Using the at[] and iat[] methods: We can access a single value for a row/column label pair or by integer position.
Selecting Columns
Let’s start by trying to select columns and explore the Year column. Try typing in one cell parks_data_df['Year'] and then in the following cell parks_data_df[['Year']].
What differences do you notice?
Let’s try out some examples:
Type parks_data_df[0:5] in a cell and run it. What results do you get?
Type parks_data_df[['Year', 'Region']] in a cell and run it. What results do you get?
Selecting Columns
Series vs DataFrame
Exploring Series
How could we get a list of all unique values in a Year column?
You should get a long list of all the values in the column as your output. However, it might be hard to tell if we have unique values. We can use the unique() method to see just the unique values in the column, https://pandas.pydata.org/docs/reference/api/pandas.Series.unique.html.
Renaming Columns
While the columns in the parks_data_df are capitalized, usually we try to keep column names lowercase and use underscores instead of spaces for ease of typing. How could we rename them to be lowercased and have underscores instead of spaces?
Filtering Data
One of the things that makes Pandas so powerful is that it allows us to filter data easily. We can filter data using boolean indexing, which allows us to select rows based on conditions, just like if statements in Python.

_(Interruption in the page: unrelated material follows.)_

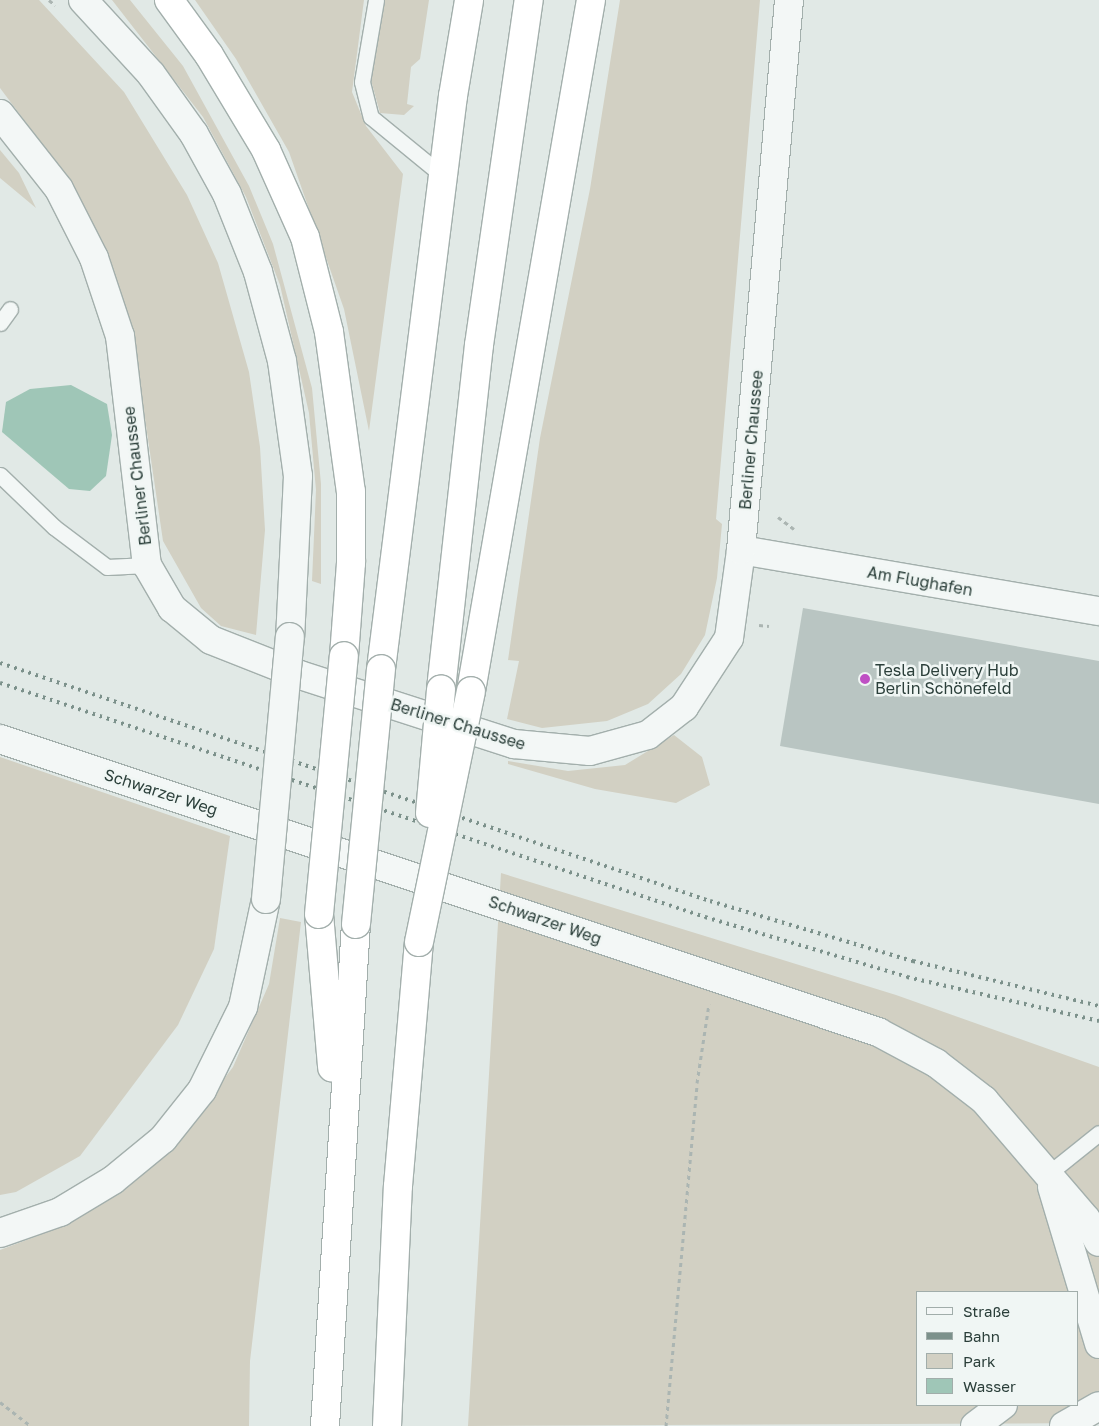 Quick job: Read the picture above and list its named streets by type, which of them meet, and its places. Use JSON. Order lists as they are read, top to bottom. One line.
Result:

For example, if we want to filter the DataFrame to only include rows for visits to Illinois, we could select the state column and see how many rows have the value IL, we can do the following:
parks_data_df[parks_data_df['state'] =='IL']
Filtering Data
Now we’ll see that this gives us zero values because this dataset is only for “the current 63 National Parks administered by the United States National Park Service (NPS), from 1979 to 2023.”
How else could we have discovered this using Pandas?
What if we wanted to see how many rows there are for parks are in each state?
Grouping Data
Grouping Data
First, we select a or multiple columns we want to group our data by. For example, in our case we could group by state so that we could see how many parks exist in each state.
parks_data_df.groupby('state')
While this code works, we’ll see that it only returns a DataFrameGroupBy object, which is not very useful on its own. To see the actual data, we could use the get_group() method to see the data for a specific state.
parks_data_df.groupby('state').get_group('CA')
How could we use groupby to count the number of parks in each state?
Because we are getting a Series, we can also convert it back to a DataFrame using the reset_index() method, which will turn the Series back into a DataFrame.
Many methods in Pandas have an inplace argument, which allows us to modify the DataFrame directly rather than returning a new DataFrame. For example, the sort_values() method also has an inplace argument.
What is the average number of visits for each state?
What is the average number of visits for each National Park?
How many National Parks are there in each state?
Quick Exercise: Answering Questions with Pandas
Let’s try and answer them together with what we have learned so far! In your is310-coding-assignments repository, create a new folder called pandas-eda and in that folder create a new Jupyter Notebook called NationalParksEDA.ipynb. Feel free to also move your IntroNotebooks.ipynb into that folder as well.
In the Notebook, you should start by adding a title in Markdown and a brief description of what you are doing. Then, you can import the necessary libraries and read in the dataset.
Then you should create a section for each question, where you can write the code to answer the question. You can use the methods we learned in this lesson, such as groupby(), mean(), and size(), to help you answer the questions.
To create a section, you can use the # symbol in Markdown to create a header. For example, you could use ## Average Number of Visits for Each State for the first question, which would create a second-level header.